Would you return, word for word, the lines of the data below from the line with "background:#1a73e8; border-color:#fff; box-shadow:0" through the line with "position:relative; flex:none; width:1427px;", and no others?

+ + + + +

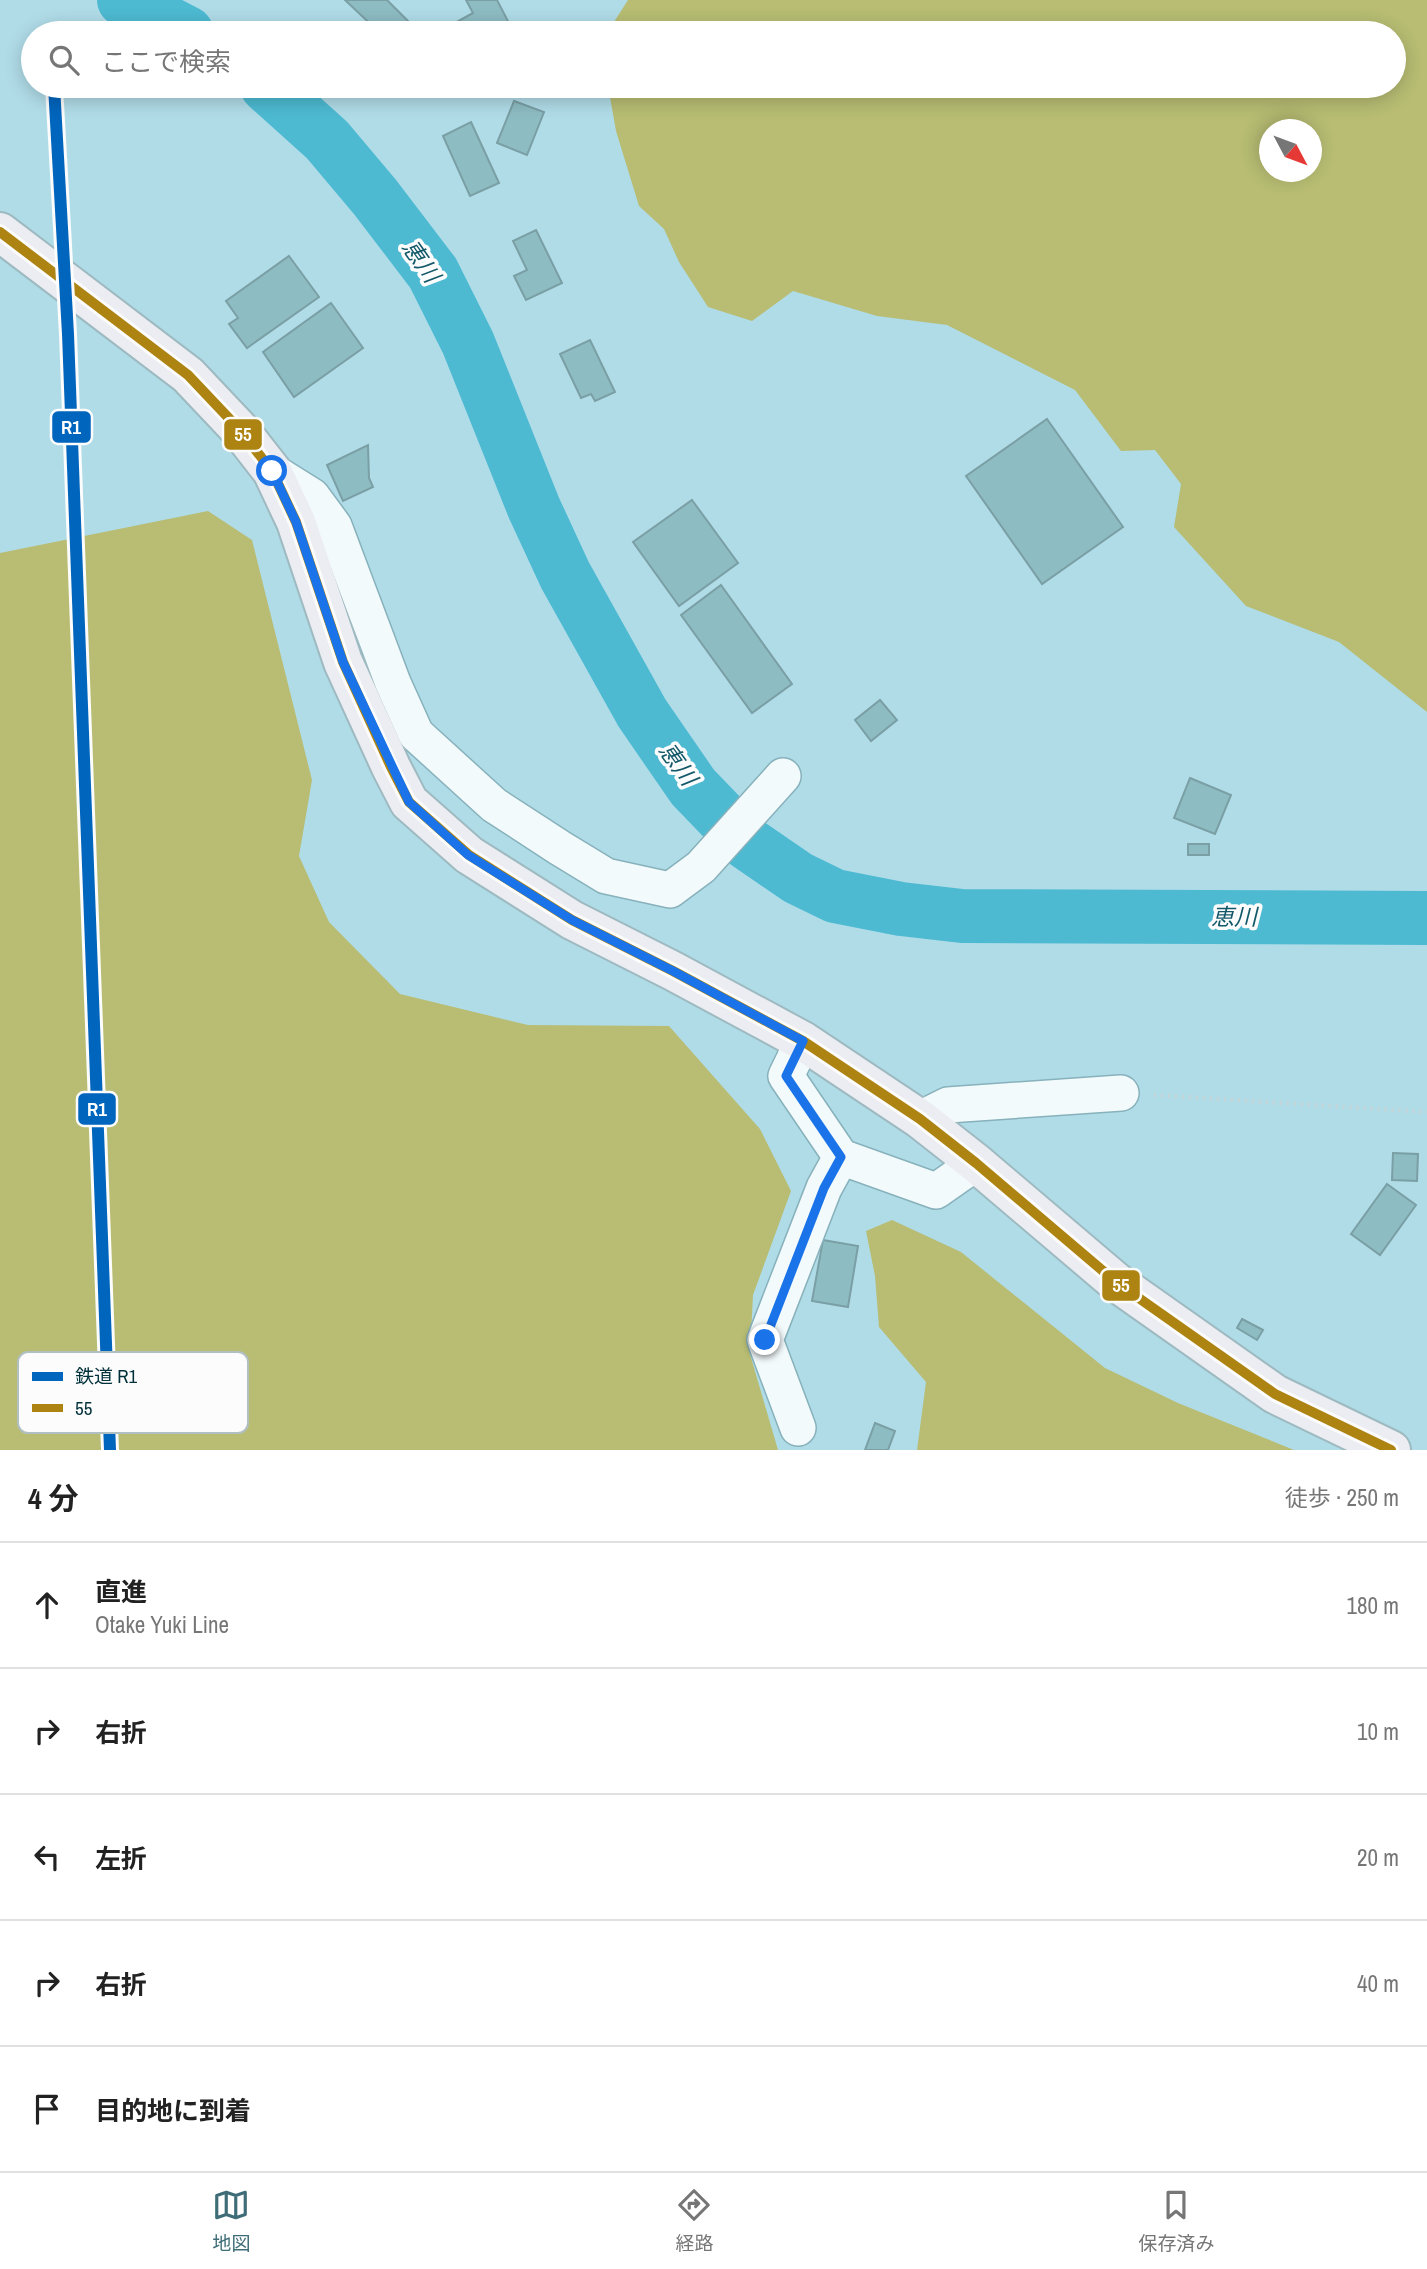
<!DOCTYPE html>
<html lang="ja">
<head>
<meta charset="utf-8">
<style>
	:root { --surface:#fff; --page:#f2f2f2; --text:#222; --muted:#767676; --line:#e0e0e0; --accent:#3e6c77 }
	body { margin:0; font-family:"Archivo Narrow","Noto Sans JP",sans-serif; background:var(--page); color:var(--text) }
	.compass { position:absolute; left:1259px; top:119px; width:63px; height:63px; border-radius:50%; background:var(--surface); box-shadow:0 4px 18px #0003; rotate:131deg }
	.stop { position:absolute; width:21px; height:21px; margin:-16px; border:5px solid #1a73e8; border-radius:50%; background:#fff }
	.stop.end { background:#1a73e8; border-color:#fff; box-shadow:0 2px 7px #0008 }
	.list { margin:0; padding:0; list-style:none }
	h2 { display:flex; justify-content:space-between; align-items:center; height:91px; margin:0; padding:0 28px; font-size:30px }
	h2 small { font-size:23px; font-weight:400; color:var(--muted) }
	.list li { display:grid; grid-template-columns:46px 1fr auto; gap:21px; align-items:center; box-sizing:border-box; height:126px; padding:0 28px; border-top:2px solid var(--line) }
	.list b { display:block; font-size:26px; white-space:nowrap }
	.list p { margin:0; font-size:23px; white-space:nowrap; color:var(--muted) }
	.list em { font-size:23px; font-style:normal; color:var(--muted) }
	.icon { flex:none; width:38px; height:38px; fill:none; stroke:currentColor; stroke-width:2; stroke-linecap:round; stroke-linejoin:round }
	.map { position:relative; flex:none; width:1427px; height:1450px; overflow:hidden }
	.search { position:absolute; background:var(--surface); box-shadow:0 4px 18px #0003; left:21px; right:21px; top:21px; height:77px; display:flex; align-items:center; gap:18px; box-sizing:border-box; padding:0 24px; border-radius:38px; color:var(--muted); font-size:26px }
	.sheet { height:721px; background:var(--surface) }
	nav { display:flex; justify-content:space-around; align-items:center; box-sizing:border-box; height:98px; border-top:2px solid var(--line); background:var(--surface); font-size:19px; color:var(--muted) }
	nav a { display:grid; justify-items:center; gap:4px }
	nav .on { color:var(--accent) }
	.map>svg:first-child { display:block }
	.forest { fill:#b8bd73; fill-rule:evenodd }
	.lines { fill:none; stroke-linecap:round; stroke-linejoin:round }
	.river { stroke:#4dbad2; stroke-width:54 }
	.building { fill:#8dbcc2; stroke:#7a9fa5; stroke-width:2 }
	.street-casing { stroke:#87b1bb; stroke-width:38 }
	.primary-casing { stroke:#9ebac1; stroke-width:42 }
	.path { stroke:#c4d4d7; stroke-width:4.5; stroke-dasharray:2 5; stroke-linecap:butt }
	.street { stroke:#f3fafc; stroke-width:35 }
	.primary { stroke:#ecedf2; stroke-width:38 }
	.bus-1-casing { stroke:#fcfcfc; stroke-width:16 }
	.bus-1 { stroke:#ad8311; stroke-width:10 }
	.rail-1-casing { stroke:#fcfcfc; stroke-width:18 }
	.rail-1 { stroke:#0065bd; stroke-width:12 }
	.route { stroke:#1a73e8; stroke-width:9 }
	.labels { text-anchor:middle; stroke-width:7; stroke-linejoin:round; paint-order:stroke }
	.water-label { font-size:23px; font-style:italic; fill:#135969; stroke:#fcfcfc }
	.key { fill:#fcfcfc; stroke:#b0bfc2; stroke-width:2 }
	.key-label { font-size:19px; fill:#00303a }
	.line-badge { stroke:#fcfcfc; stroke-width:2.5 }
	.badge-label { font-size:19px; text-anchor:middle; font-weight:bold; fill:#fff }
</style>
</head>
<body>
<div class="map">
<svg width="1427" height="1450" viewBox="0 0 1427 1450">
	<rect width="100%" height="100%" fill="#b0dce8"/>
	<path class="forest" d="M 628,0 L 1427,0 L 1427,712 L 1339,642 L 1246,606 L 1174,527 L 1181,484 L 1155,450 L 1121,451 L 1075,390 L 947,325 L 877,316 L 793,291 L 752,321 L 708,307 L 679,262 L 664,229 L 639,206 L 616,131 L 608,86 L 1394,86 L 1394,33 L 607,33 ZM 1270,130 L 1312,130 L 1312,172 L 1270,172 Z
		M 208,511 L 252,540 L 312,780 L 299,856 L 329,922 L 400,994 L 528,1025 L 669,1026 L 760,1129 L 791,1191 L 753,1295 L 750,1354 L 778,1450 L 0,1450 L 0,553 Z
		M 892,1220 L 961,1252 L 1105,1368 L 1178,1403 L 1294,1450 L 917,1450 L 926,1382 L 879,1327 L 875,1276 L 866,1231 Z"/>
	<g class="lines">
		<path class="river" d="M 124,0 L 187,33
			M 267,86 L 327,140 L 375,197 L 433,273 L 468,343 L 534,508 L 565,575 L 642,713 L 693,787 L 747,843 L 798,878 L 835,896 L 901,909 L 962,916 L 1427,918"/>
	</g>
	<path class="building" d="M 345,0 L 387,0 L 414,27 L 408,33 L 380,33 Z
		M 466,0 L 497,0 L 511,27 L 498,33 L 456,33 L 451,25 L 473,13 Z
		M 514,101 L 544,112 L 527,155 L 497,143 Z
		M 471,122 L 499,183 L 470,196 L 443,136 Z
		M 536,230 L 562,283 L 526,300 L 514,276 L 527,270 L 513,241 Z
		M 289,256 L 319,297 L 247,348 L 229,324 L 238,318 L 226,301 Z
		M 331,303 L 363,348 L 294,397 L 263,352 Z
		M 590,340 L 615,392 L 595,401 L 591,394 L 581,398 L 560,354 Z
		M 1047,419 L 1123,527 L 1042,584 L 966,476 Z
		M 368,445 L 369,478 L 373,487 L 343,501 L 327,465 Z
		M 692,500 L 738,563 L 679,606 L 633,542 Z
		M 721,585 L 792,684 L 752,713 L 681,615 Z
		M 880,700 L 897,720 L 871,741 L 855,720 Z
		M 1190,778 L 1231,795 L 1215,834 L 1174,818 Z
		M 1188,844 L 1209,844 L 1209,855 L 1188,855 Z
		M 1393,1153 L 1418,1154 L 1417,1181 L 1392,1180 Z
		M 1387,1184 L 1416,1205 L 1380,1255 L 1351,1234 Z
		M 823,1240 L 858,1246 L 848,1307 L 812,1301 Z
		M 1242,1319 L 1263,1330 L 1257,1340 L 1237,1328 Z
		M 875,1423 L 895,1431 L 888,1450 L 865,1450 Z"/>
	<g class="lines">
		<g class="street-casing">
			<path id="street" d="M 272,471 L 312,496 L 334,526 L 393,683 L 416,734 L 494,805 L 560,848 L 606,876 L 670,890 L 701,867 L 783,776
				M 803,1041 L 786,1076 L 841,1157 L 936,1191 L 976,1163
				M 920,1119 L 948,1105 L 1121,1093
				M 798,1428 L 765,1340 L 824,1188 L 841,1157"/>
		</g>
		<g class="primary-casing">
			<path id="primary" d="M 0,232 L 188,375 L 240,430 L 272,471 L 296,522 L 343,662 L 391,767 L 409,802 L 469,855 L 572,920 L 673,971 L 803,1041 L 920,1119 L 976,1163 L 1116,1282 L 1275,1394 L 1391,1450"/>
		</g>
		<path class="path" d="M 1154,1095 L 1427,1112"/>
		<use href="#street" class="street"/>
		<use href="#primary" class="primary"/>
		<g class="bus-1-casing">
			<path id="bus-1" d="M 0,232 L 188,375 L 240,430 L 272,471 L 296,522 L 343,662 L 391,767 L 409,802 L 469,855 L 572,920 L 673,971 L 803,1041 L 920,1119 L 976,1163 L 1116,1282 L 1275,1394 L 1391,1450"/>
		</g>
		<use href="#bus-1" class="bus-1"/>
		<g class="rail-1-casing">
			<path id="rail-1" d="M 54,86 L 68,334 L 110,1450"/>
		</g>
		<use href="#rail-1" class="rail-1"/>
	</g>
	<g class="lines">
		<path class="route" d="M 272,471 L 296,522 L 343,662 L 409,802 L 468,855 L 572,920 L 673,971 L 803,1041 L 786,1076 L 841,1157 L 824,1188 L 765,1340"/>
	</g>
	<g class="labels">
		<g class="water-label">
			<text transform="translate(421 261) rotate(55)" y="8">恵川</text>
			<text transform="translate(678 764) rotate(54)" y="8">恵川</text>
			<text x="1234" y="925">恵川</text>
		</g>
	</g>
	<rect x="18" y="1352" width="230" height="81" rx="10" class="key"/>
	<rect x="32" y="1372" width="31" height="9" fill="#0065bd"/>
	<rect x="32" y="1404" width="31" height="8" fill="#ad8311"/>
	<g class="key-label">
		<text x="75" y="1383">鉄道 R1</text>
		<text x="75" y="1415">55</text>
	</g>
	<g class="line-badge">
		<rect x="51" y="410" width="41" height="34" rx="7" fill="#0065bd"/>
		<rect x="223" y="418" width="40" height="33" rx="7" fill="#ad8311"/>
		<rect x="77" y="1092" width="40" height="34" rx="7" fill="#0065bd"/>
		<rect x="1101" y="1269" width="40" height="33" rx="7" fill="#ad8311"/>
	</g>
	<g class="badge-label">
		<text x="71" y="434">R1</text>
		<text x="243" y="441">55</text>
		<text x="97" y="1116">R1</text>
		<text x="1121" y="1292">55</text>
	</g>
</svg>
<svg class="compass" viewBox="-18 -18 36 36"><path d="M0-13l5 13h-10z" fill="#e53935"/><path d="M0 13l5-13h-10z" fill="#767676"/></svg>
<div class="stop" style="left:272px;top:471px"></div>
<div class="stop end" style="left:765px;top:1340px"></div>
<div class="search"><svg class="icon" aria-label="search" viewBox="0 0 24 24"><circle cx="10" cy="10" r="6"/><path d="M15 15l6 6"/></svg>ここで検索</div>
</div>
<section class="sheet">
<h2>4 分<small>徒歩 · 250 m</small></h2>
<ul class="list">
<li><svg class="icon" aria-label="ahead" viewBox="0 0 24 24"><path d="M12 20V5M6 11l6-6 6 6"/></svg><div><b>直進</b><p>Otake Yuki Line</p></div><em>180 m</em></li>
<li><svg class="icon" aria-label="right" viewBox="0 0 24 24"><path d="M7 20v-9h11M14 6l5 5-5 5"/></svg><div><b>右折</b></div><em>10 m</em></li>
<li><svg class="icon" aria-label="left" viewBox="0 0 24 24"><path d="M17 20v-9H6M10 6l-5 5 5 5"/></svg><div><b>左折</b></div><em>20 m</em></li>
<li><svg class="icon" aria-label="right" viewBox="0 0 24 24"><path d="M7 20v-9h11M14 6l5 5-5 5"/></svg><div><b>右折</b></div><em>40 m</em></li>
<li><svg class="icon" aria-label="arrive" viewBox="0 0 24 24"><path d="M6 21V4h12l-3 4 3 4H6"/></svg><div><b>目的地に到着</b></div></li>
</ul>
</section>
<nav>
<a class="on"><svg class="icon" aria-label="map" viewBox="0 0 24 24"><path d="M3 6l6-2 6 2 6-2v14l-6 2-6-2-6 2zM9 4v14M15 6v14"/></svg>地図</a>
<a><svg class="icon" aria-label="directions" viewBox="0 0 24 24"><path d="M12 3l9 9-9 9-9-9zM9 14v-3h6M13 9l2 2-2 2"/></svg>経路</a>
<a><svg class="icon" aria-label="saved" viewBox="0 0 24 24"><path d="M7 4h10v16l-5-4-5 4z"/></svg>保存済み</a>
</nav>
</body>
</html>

+ + + + +

_Written reply_
	.stop.end { background:#1a73e8; border-color:#fff; box-shadow:0 2px 7px #0008 }
	.list { margin:0; padding:0; list-style:none }
	h2 { display:flex; justify-content:space-between; align-items:center; height:91px; margin:0; padding:0 28px; font-size:30px }
	h2 small { font-size:23px; font-weight:400; color:var(--muted) }
	.list li { display:grid; grid-template-columns:46px 1fr auto; gap:21px; align-items:center; box-sizing:border-box; height:126px; padding:0 28px; border-top:2px solid var(--line) }
	.list b { display:block; font-size:26px; white-space:nowrap }
	.list p { margin:0; font-size:23px; white-space:nowrap; color:var(--muted) }
	.list em { font-size:23px; font-style:normal; color:var(--muted) }
	.icon { flex:none; width:38px; height:38px; fill:none; stroke:currentColor; stroke-width:2; stroke-linecap:round; stroke-linejoin:round }
	.map { position:relative; flex:none; width:1427px; height:1450px; overflow:hidden }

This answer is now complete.